Psychological Bulletin, 1989, Vol. 106, No. 1, 161-165

Copyright 1989 by the American Psychological Association, Inc. 0033-2909/89/$00.75

Significance Tests and Deduction: Reply to Folger (1989)

Siu L. Chow

University of Regina, Regina, Saskatchewan, Canada

Abstract Shows that agreeing with Folger's (1989) methodological observations does not mean that it is incorrect to use significance tests. This contention is based on the dynamics of theory corroboration, with reference to which the following distinctions are illustrated, namely, the distinctions between (a) statistical hypothesis testing, theory corroboration, and syllogistic argument, (b) a responsible experimenter and a cynical experimenter, (c) logical validity and methodological correctness, and (d) warranted assertability and truth.

I made a case in favor of using significance tests in theory-corroboration experimentation (Chow, 1988). Folger (1989) argued that it is incorrect to impose binary decisions when judging a theory because an experimental outcome may fail to match the theoretical expectations of an experiment as a result of an unsuccessful experimental manipulation. He further pointed out that "neither a theory's validity nor its invalidity is a matter of deductive certainty" (Folger, 1989, p. 155). An investigator would be led astray if the investigator did not appreciate the complications entailed in using modus tollens when the antecedent of the conditional proposition being used as the major premise was itself a conjunctive proposition.

I first recapitulate why using significance tests is appropriate in theory-corroboration experimentation. The dynamics of theory corroboration are then presented in order to achieve three interrelated objectives. They are (a) to make explicit certain distinctions that explain why Chow's (1988) argument is not incompatible with Folger's observations, (b) to identify the context in which Folger's observations are correct, and (c) to provide the framework for assessing the disagreement between Folger and Chow (1988).

Recapitulation of Chow's (1988) Argument

It is appropriate to use significance tests for the following reason. A syllogistic argument is implicated when an experiment is conducted for the explicit purpose of testing a theory. The syllogism itself consists of a major premise, a minor premise, and a conclusion as follows:


If A.I11, then X under EFG. (1)

D is dissimilar to X. (2a)


D is similar to X. (2b)

A.I11 is false. (3a)


A.I11 is probably true. (3b)

Propositions 3a and 3b are yoked to Propositions 2a and 2b, respectively, in the sense that Proposition 3a is the conclusion if Proposition 2a is chosen as the minor premise (viz., modus tollens) and that Proposition 3b is the conclusion if Proposition 2b is the minor premise.

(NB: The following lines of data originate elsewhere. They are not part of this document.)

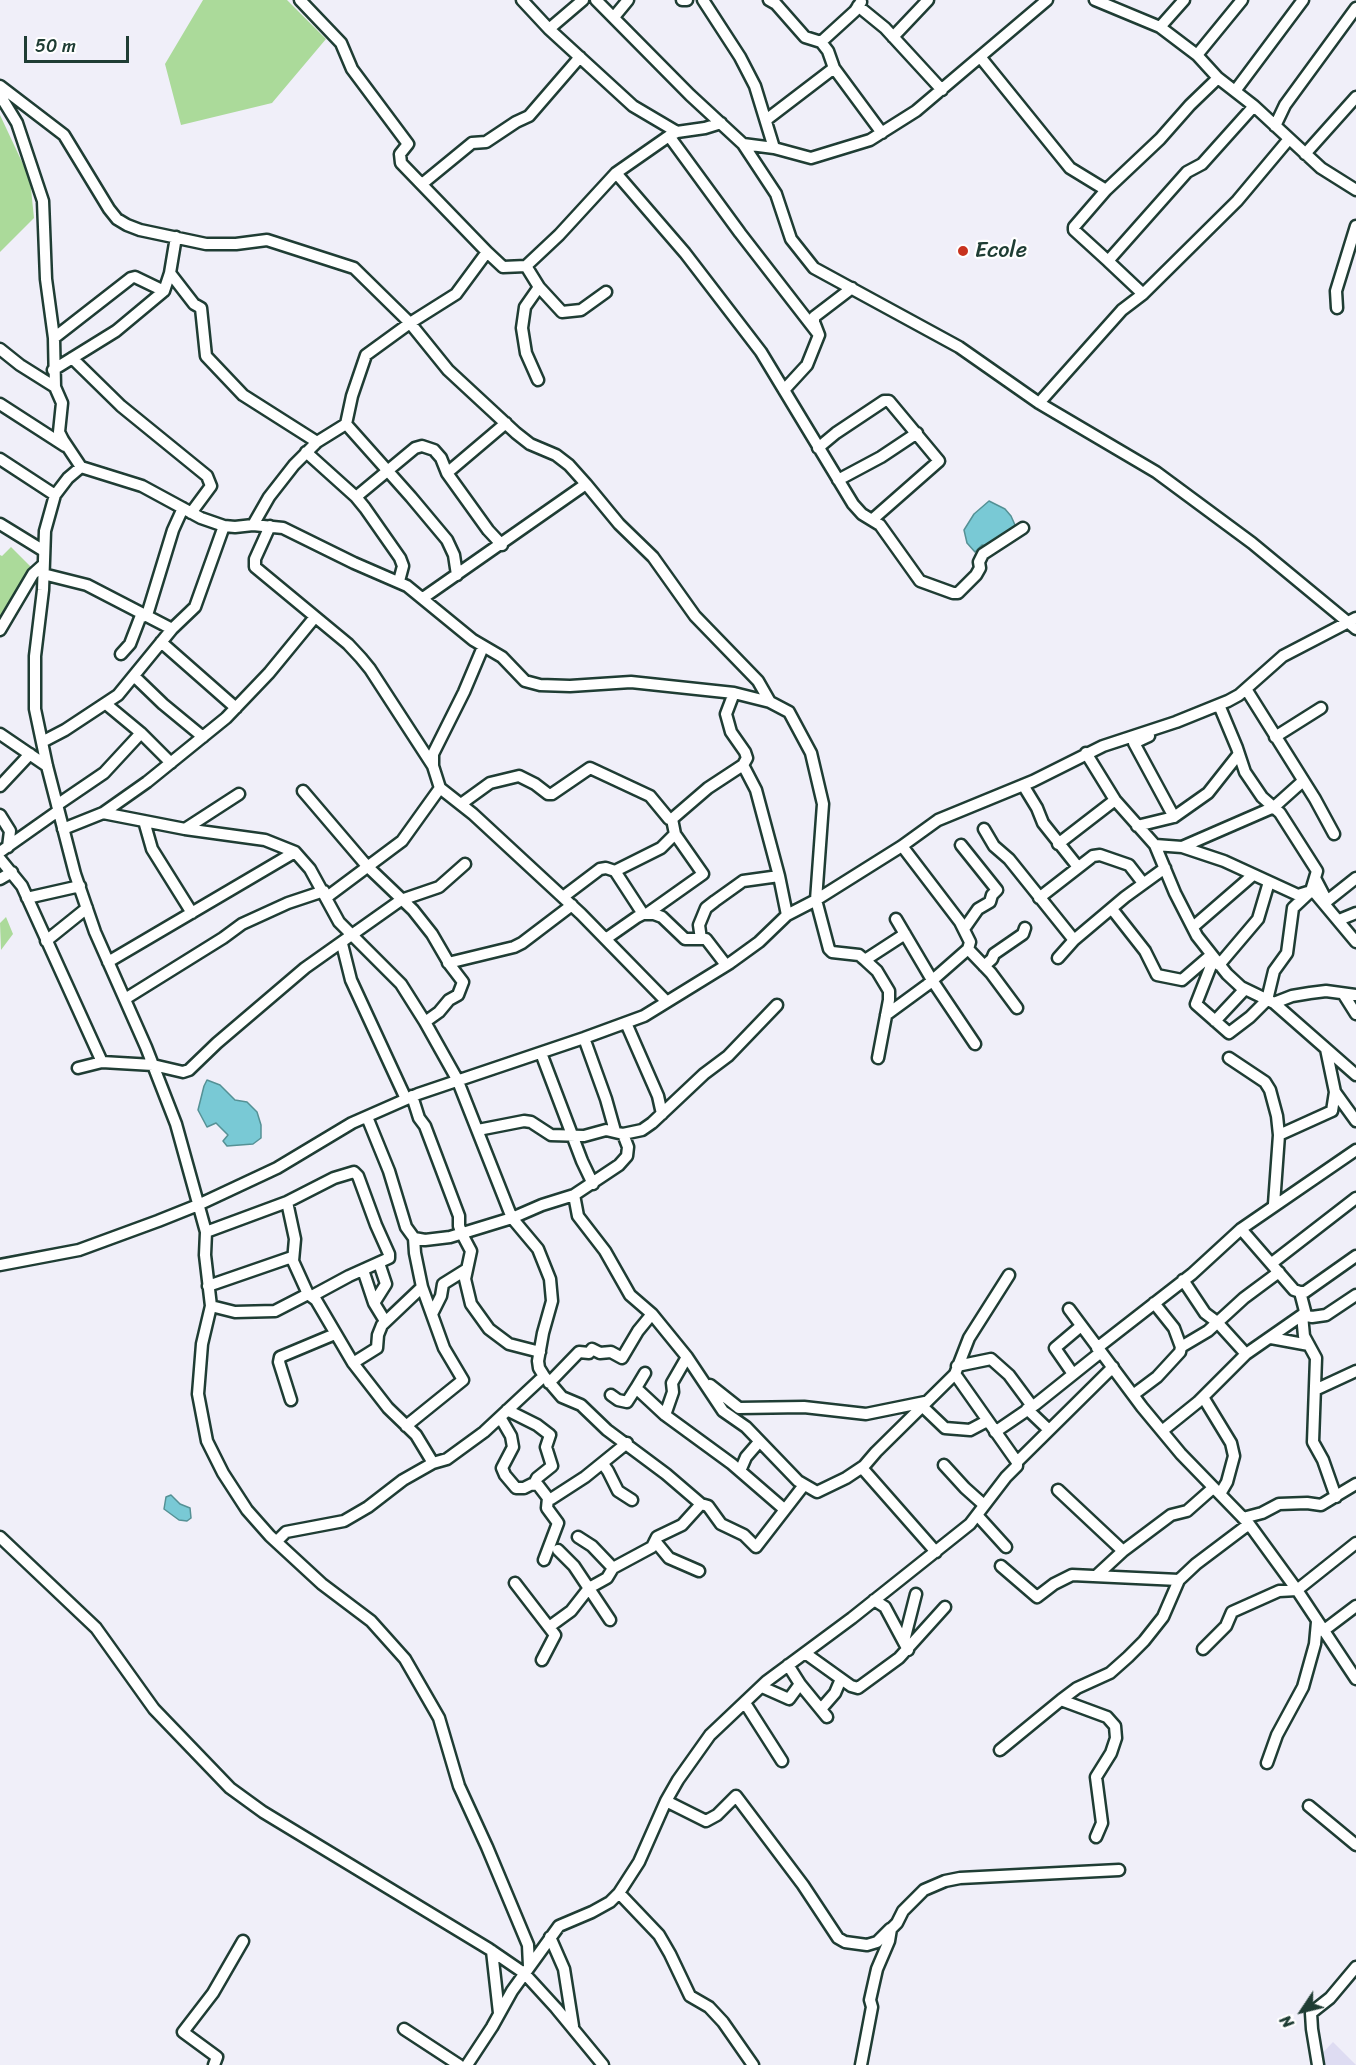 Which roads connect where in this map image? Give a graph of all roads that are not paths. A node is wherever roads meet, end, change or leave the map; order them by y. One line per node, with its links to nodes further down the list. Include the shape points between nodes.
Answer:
1 (300, 0): 44 (street, via 341,43 352,69 408,144 400,154 401,163)
2 (522, 0): 20 (street)
3 (583, 0): 20 (street)
4 (596, 0): 18 (street)
5 (628, 0): 18 (street)
6 (682, 0): 7 (street)
7 (687, 0)
8 (703, 0): 34 (street, via 740,57)
9 (770, 0): 22 (street, via 804,38)
10 (928, 0): 21 (street)
11 (1047, 0): 25 (street)
12 (1095, 0): 19 (street)
13 (1184, 0): 19 (street)
14 (1242, 0): 23 (street)
15 (1303, 0): 30 (street)
16 (860, 3): 21 (street); 22 (street)
17 (1356, 8): 36 (street, via 1285,105)
18 (614, 17): 35 (street)
19 (1160, 27): 23 (street)
20 (549, 29): 24 (street)
21 (893, 37): 29 (street)
22 (821, 42): 26 (street)
23 (1197, 55): 27 (street)
24 (580, 57): 37 (street, via 633,106); 44 (street, via 530,116 486,142 472,143)
25 (981, 58): 29 (street); 45 (street, via 1070,168)
26 (834, 68): 34 (street); 38 (street)
27 (1218, 78): 30 (street); 45 (street)
28 (0, 86): 48 (street, via 64,135 117,219 140,230)
29 (942, 90): 38 (street)
30 (1235, 91): 33 (street)
31 (0, 95): 61 (street, via 16,123 43,201 46,279)
32 (1356, 97): 42 (street)
33 (1254, 106): 36 (street); 50 (street, via 1202,164 1186,172)
34 (766, 120): 41 (street)
35 (721, 123): 37 (street); 40 (street)
36 (1275, 126): 39 (street)
37 (673, 134): 43 (street); 60 (street, via 740,233)
38 (882, 134): 41 (street, via 811,158)
39 (1289, 140): 42 (street); 57 (street, via 1237,201)
40 (743, 144): 41 (street); 54 (street, via 776,194 791,239 814,268)
41 (774, 148)
42 (1305, 154): 46 (street)
43 (616, 173): 51 (street, via 560,236); 67 (street, via 761,352)
44 (422, 184): 49 (street)
45 (1106, 190): 50 (street, via 1074,227 1076,234)
46 (1356, 190)
47 (1356, 226): 58 (street, via 1336,291)
48 (176, 237): 52 (street); 59 (street, via 206,244 267,240 354,268)
49 (487, 252): 51 (street, via 503,267); 59 (street, via 456,294)
50 (1108, 261): 57 (street)
51 (526, 266): 53 (street)
52 (170, 273): 55 (street); 73 (street, via 201,308 206,356 243,395)
53 (539, 286): 56 (street, via 562,312 581,310); 65 (street, via 525,307 522,327 526,353)
54 (852, 288): 60 (street, via 814,317); 68 (street, via 959,347)
55 (164, 291): 61 (street, via 131,278); 63 (street, via 116,331)
56 (606, 292)
57 (1143, 294): 68 (street, via 1122,310)
58 (1337, 308)
59 (410, 323): 70 (street, via 448,370); 71 (street, via 366,355)
60 (819, 335): 67 (street, via 807,365)
61 (54, 338): 64 (street)
62 (0, 349): 66 (street)
63 (72, 357): 64 (street); 85 (street, via 121,406 207,476 211,486)
64 (54, 370): 66 (street)
65 (538, 380)
66 (55, 387): 74 (street, via 62,403 59,432)
67 (784, 390): 75 (street)
68 (1039, 403): 100 (street, via 1156,472)
69 (0, 404): 74 (street)
70 (506, 423): 80 (street); 82 (street, via 530,444 556,455)
71 (346, 424): 73 (street); 79 (street)
72 (917, 433): 75 (street, via 889,401 884,401); 81 (street); 86 (street, via 939,461)
73 (317, 442): 76 (street)
74 (68, 448): 78 (street)
75 (818, 448): 81 (street)
76 (306, 452): 84 (street); 88 (street, via 269,497)
77 (0, 459): 83 (street)
78 (81, 467): 83 (street); 85 (street, via 142,486)
79 (389, 471): 80 (street, via 422,446 434,450); 84 (street); 95 (street, via 447,540)
80 (447, 473): 92 (street)
81 (838, 480): 86 (street, via 862,514)
82 (586, 484): 92 (street); 109 (street, via 660,565 701,622 758,681)
83 (55, 495): 93 (street)
84 (356, 497): 96 (street, via 400,558 403,566)
85 (187, 510): 89 (street); 98 (street, via 173,530)
86 (873, 519): 91 (street, via 920,581 953,593 958,593 976,574 983,554)
87 (0, 524): 93 (street)
88 (253, 525): 89 (street); 90 (street)
89 (224, 526): 101 (street, via 195,608)
90 (270, 526): 96 (street, via 283,528); 99 (street, via 255,567)
91 (1023, 528)
92 (502, 545): 95 (street)
93 (44, 551): 94 (street)
94 (43, 569): 98 (street, via 87,585); 102 (street, via 33,574); 119 (street, via 34,681)
95 (457, 574): 97 (street)
96 (399, 581): 97 (street)
97 (423, 598): 104 (street)
98 (147, 615): 101 (street); 105 (street, via 140,618 130,644)
99 (315, 617): 112 (street); 126 (street, via 348,644 370,669)
100 (1354, 623): 107 (street, via 1282,656)
101 (172, 629): 103 (street)
102 (0, 630)
103 (161, 642): 106 (street); 112 (street)
104 (483, 647): 108 (street, via 502,657 525,681 540,685 631,682); 126 (street, via 435,745)
105 (121, 654)
106 (134, 676): 110 (street); 117 (street)
107 (1246, 689): 111 (street); 118 (street)
108 (734, 693): 109 (street); 124 (street, via 726,714 731,732 746,752)
109 (770, 702): 176 (street, via 789,712 811,753 823,804)
110 (106, 704): 115 (street); 119 (street)
111 (1219, 705): 114 (street); 122 (street)
112 (236, 708): 117 (street)
113 (1321, 708): 118 (street)
114 (1176, 722): 120 (street); 139 (street, via 1134,743)
115 (141, 733): 123 (street); 136 (street, via 104,773)
116 (0, 734): 121 (street)
117 (203, 737): 123 (street)
118 (1275, 737): 127 (street)
119 (42, 742): 125 (street)
120 (1086, 753): 128 (street); 133 (street)
121 (30, 754): 125 (street); 129 (street)
122 (1238, 755): 135 (street, via 1256,789); 139 (street, via 1208,793)
123 (171, 764): 137 (street)
124 (743, 765): 140 (street); 163 (street, via 756,790)
125 (47, 766): 136 (street)
126 (433, 766): 130 (street)
127 (1303, 781): 135 (street); 147 (street)
128 (1023, 785): 148 (street); 151 (street, via 938,820)
129 (0, 786)
130 (440, 788): 134 (street); 157 (street, via 402,841)
131 (303, 791): 157 (street)
132 (239, 794): 144 (street)
133 (1115, 800): 142 (street); 148 (street)
134 (461, 804): 140 (street, via 490,783 519,776 552,794 590,768 650,796); 172 (street)
135 (1274, 807): 152 (street); 164 (street, via 1317,871)
136 (58, 808): 143 (street); 153 (street)
137 (103, 813): 141 (street); 143 (street)
138 (0, 815): 153 (street, via 10,831)
139 (1174, 817): 142 (street)
140 (672, 819): 146 (street)
141 (144, 820): 144 (street); 180 (street, via 152,849)
142 (1137, 826): 150 (street)
143 (63, 829): 169 (street)
144 (185, 829): 154 (street, via 265,840)
145 (984, 829): 174 (street)
146 (675, 834): 160 (street, via 661,848); 182 (street, via 703,874)
147 (1334, 834)
148 (1058, 844): 158 (street)
149 (961, 845): 188 (street, via 997,890)
150 (1155, 845): 152 (street); 159 (street)
151 (902, 846): 176 (street); 188 (street)
152 (1182, 847): 162 (street)
153 (4, 849)
154 (295, 852): 171 (street); 180 (street)
155 (0, 859): 161 (street)
156 (465, 864): 175 (street, via 439,887)
157 (367, 866): 171 (street); 175 (street)
158 (1078, 867): 168 (street, via 1100,855 1129,865); 174 (street)
159 (1165, 868): 168 (street); 186 (street)
160 (615, 871): 172 (street, via 600,869); 182 (street)
161 (12, 872): 166 (street); 173 (street)
162 (1253, 875): 167 (street); 186 (street)
163 (779, 876): 183 (street); 192 (street, via 743,881 706,908 699,925)
164 (1315, 878): 165 (street, via 1327,901); 170 (street)
165 (1356, 878)
166 (0, 879)
167 (1269, 882): 170 (street, via 1298,895); 199 (street, via 1258,919)
168 (1143, 883): 179 (street)
169 (80, 886): 173 (street); 178 (street)
170 (1311, 891): 185 (street); 210 (street, via 1293,909 1287,953 1274,971)
171 (325, 894): 190 (street, via 339,922); 209 (street, via 288,903 242,924)
172 (563, 897): 177 (street)
173 (27, 898): 194 (street)
174 (1039, 898): 193 (street)
175 (401, 900): 190 (street); 202 (street, via 432,934)
176 (816, 900): 183 (street); 200 (street, via 829,949)
177 (572, 905): 191 (street); 202 (street, via 514,947)
178 (87, 908): 194 (street); 201 (street)
179 (1112, 909): 193 (street); 199 (street, via 1145,951 1157,975 1182,980)
180 (192, 913): 201 (street)
181 (1356, 913): 185 (street)
182 (646, 914): 191 (street); 192 (street, via 662,917 685,939)
183 (787, 915): 203 (street, via 759,942)
184 (896, 919): 189 (street)
185 (1339, 920): 195 (street)
186 (1193, 927): 199 (street)
187 (1025, 928): 204 (street, via 1023,934)
188 (964, 929): 197 (street, via 970,942)
189 (905, 934): 200 (street); 205 (street)
190 (352, 937): 196 (street); 217 (street, via 401,984)
191 (607, 938): 211 (street)
192 (701, 939): 203 (street, via 706,939)
193 (1074, 940): 198 (street)
194 (46, 941): 225 (street)
195 (1356, 942)
196 (342, 944): 226 (street, via 305,968 189,1070); 231 (street, via 351,980)
197 (968, 949): 204 (street); 205 (street)
198 (1058, 958)
199 (1215, 959): 206 (street); 216 (street, via 1196,1004)
200 (866, 960): 215 (street, via 889,991)
201 (108, 962): 209 (street)
202 (448, 963): 217 (street, via 464,982 458,995)
203 (726, 965): 211 (street)
204 (984, 966): 213 (street)
205 (932, 980): 215 (street); 220 (street)
206 (1245, 989): 210 (street); 216 (street)
207 (1344, 994): 208 (street); 210 (street, via 1326,991); 214 (street)
208 (1356, 995)
209 (124, 999): 226 (street)
210 (1270, 1001): 216 (street, via 1229,1033); 221 (street)
211 (667, 1002): 218 (street)
212 (777, 1005): 232 (street, via 728,1056)
213 (1017, 1008)
214 (1356, 1014)
215 (886, 1015): 223 (street)
216 (1215, 1021)
217 (425, 1022): 229 (street)
218 (626, 1023): 219 (street); 232 (street)
219 (584, 1038): 222 (street); 236 (street)
220 (975, 1044)
221 (1326, 1049): 228 (street); 230 (street)
222 (541, 1053): 229 (street); 238 (street)
223 (878, 1058)
224 (1229, 1058): 237 (street, via 1265,1082)
225 (102, 1062): 226 (street); 227 (street)
226 (153, 1065): 245 (street, via 180,1134)
227 (78, 1068)
228 (1356, 1075)
229 (457, 1080): 231 (street); 235 (street)
230 (1335, 1092): 234 (street); 237 (street, via 1332,1111)
231 (409, 1098): 233 (street); 249 (street, via 425,1126)
232 (662, 1114): 236 (street, via 642,1130)
233 (367, 1117): 245 (street, via 277,1168); 250 (street, via 406,1227)
234 (1356, 1121)
235 (478, 1130): 238 (street, via 524,1121 551,1135); 246 (street)
236 (619, 1132): 238 (street, via 606,1130); 240 (street, via 628,1147 627,1156)
237 (1279, 1135): 244 (street)
238 (572, 1136): 240 (street)
239 (1356, 1150): 244 (street)
240 (593, 1184): 241 (street)
241 (574, 1195): 246 (street); 270 (street, via 578,1215 630,1294)
242 (1356, 1198): 255 (street)
243 (287, 1202): 248 (street); 252 (street, via 295,1239); 253 (street, via 334,1178 357,1173 389,1254)
244 (1274, 1204): 247 (street)
245 (198, 1205): 248 (street); 254 (street, via 79,1250)
246 (512, 1218): 249 (street); 280 (street, via 538,1249 550,1279 552,1301)
247 (1240, 1229): 255 (street); 259 (street)
248 (206, 1232): 260 (street)
249 (462, 1234): 250 (street); 256 (street, via 471,1251)
250 (414, 1238): 261 (street)
251 (1356, 1256): 262 (street)
252 (292, 1257): 260 (street); 263 (street)
253 (379, 1263): 257 (street); 265 (street, via 387,1284)
254 (0, 1265)
255 (1275, 1268): 262 (street); 273 (street)
256 (467, 1269): 269 (street, via 443,1284); 280 (street, via 465,1279 471,1304 489,1329 509,1344)
257 (363, 1270): 263 (street); 265 (street)
258 (1009, 1275): 285 (street, via 969,1338)
259 (1183, 1280): 266 (street); 273 (street, via 1205,1313)
260 (208, 1286): 267 (street)
261 (422, 1287): 269 (street); 272 (street)
262 (1300, 1292): 271 (street)
263 (310, 1295): 267 (street, via 275,1311 235,1312); 275 (street)
264 (1356, 1295): 271 (street, via 1326,1315)
265 (374, 1303): 272 (street)
266 (1154, 1303): 278 (street, via 1174,1328); 279 (street)
267 (211, 1306): 329 (street, via 202,1344 198,1394 207,1441 222,1473 247,1510)
268 (1069, 1309): 274 (street)
269 (432, 1314): 302 (street, via 444,1348 464,1380)
270 (652, 1314): 282 (street); 289 (street, via 622,1358 592,1348 589,1353 579,1352)
271 (1304, 1315): 276 (street); 277 (street, via 1302,1328)
272 (385, 1321): 283 (street, via 377,1348)
273 (1217, 1322): 278 (street); 281 (street)
274 (1081, 1326): 279 (street); 288 (street, via 1055,1348)
275 (335, 1334): 283 (street); 296 (street, via 280,1357)
276 (1270, 1338): 277 (street); 281 (street)
277 (1309, 1345): 292 (street, via 1316,1358)
278 (1181, 1347): 294 (street, via 1177,1356)
279 (1099, 1350): 284 (street); 288 (street)
280 (540, 1352): 289 (street, via 539,1368)
281 (1246, 1354): 295 (street)
282 (687, 1357): 290 (street); 300 (street, via 672,1383)
283 (353, 1363): 302 (street)
284 (1113, 1367): 294 (street); 303 (street)
285 (956, 1370): 297 (street); 298 (street, via 992,1359 1009,1375); 301 (street)
286 (1356, 1371): 292 (street)
287 (645, 1373): 291 (street)
288 (1073, 1374): 298 (street)
289 (547, 1380): 299 (street); 307 (street, via 562,1397 581,1405)
290 (702, 1380): 297 (street, via 739,1408 804,1407 866,1414); 306 (street, via 723,1411)
291 (636, 1388): 293 (street, via 627,1402); 300 (street)
292 (1315, 1390): 319 (street, via 1313,1442)
293 (611, 1395)
294 (1134, 1395): 304 (street)
295 (1203, 1397): 304 (street); 318 (street, via 1231,1443 1233,1456 1227,1482)
296 (291, 1400)
297 (924, 1403): 301 (street, via 945,1428 970,1430); 312 (street)
298 (1029, 1408): 303 (street); 305 (street)
299 (504, 1414): 309 (street, via 447,1458); 314 (street, via 513,1447 502,1468 505,1475 516,1488); 314 (street, via 537,1425 550,1435 546,1447 552,1466)
300 (665, 1415): 313 (street)
301 (987, 1420): 305 (street)
302 (406, 1426): 309 (street)
303 (1049, 1430): 308 (street)
304 (1162, 1431): 318 (street)
305 (995, 1432): 308 (street)
306 (759, 1442): 313 (street); 316 (street)
307 (627, 1443): 310 (street); 322 (street)
308 (1017, 1462): 323 (street)
309 (433, 1463): 329 (street, via 344,1521 286,1533)
310 (603, 1464): 320 (street); 321 (street, via 618,1491)
311 (944, 1465): 323 (street)
312 (864, 1466): 316 (street, via 817,1492); 335 (street, via 865,1473)
313 (740, 1471): 324 (street)
314 (534, 1484): 320 (street)
315 (1356, 1484): 319 (street)
316 (804, 1485): 324 (street)
317 (1058, 1490): 334 (street)
318 (1217, 1491): 326 (street); 334 (street, via 1187,1511 1171,1515)
319 (1336, 1497): 326 (street, via 1321,1505 1279,1504)
320 (548, 1498): 336 (street, via 548,1508 558,1523)
321 (632, 1500)
322 (701, 1504): 324 (street, via 708,1506 721,1524 744,1535 756,1547); 330 (street, via 682,1525)
323 (984, 1505): 325 (street)
324 (784, 1509)
325 (977, 1515): 332 (street); 335 (street)
326 (1246, 1521): 341 (street); 344 (street)
327 (0, 1537): 375 (street, via 96,1628 154,1709 230,1788)
328 (578, 1537): 338 (street)
329 (277, 1541): 377 (street, via 322,1584 371,1621 405,1659 439,1718 459,1786 528,1945)
330 (655, 1541): 338 (street, via 652,1547); 339 (street, via 669,1558)
331 (1356, 1543): 344 (street)
332 (1006, 1546)
333 (558, 1550): 343 (street)
334 (1123, 1551): 340 (street)
335 (936, 1552): 346 (street)
336 (544, 1560)
337 (1001, 1566): 340 (street, via 1037,1597 1072,1575)
338 (613, 1568): 343 (street, via 607,1578)
339 (699, 1571)
340 (1096, 1576): 341 (street)
341 (1179, 1580): 361 (street, via 1163,1617 1144,1641 1110,1673)
342 (515, 1582): 351 (street)
343 (589, 1588): 349 (street); 351 (street, via 571,1611)
344 (1297, 1590): 350 (street); 353 (street, via 1279,1591 1232,1612 1226,1626)
345 (916, 1594): 352 (street)
346 (874, 1600): 352 (street, via 885,1606); 354 (street)
347 (1356, 1606): 350 (street)
348 (945, 1607): 352 (street)
349 (610, 1620)
350 (1320, 1626): 358 (street); 365 (street, via 1303,1687)
351 (549, 1627): 355 (street, via 555,1635)
352 (906, 1646): 357 (street, via 858,1688)
353 (1203, 1649)
354 (804, 1653): 356 (street); 357 (street)
355 (542, 1660)
356 (788, 1665): 359 (street); 360 (street)
357 (842, 1679): 359 (street, via 824,1713)
358 (1356, 1679)
359 (800, 1684): 360 (street, via 789,1699)
360 (762, 1687): 362 (street)
361 (1061, 1700): 363 (street); 368 (street, via 1107,1717 1115,1726 1111,1753 1096,1777 1102,1823)
362 (745, 1703): 364 (street); 366 (street, via 710,1735)
363 (1000, 1750)
364 (782, 1761)
365 (1267, 1763)
366 (666, 1801): 371 (street, via 639,1862); 372 (street, via 706,1821 736,1796 838,1938 867,1945 877,1942)
367 (1310, 1806): 369 (street)
368 (1096, 1837)
369 (1356, 1845)
370 (1119, 1870): 372 (street, via 945,1881 924,1890)
371 (619, 1893): 373 (street, via 592,1912 559,1926); 385 (street, via 659,1935 690,1996 709,2007 723,2022)
372 (891, 1929): 386 (street, via 870,2000)
373 (550, 1937): 377 (street); 379 (street, via 564,1969)
374 (243, 1941): 381 (street, via 213,1993 183,2032 217,2057)
375 (492, 1951): 377 (street); 378 (street)
376 (1356, 1967): 387 (street, via 1330,1998 1311,2013)
377 (527, 1970): 378 (street); 379 (street)
378 (500, 2014): 383 (street)
379 (573, 2028): 384 (street)
380 (404, 2029): 382 (street)
381 (214, 2065)
382 (459, 2065)
383 (467, 2065)
384 (603, 2065)
385 (753, 2065)
386 (861, 2065)
387 (1318, 2065)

As may be seen, the major premise of the argument of Premise 1 is a conditional statement whose antecedent is a conjunction of a set of auxiliary assumptions (viz., A) made by the experimenter and a particular implication of the theory of interest (viz., I). The consequent of Premise 1 is the theoretical expectation (commonly characterized as prediction) that should be true if the theory is true (Chow, 1987a).

The minor premise is supplied by the outcome of an experiment. Such an outcome either matches the theoretical expectation (viz., Premise 2b) or it does not (viz., Premise 2a). An experimenter requires a well-defined, objective decision rule to choose between these two mutually exclusive alternatives on the basis of the experimental outcome. This binary decision is well served by using significance tests. By virtue of modus tollens, the experimenter has to reject the theory if the experimental outcome does not match the theoretical expectation. The theory is deemed tenable if the experimental outcome matches the theoretical expectation.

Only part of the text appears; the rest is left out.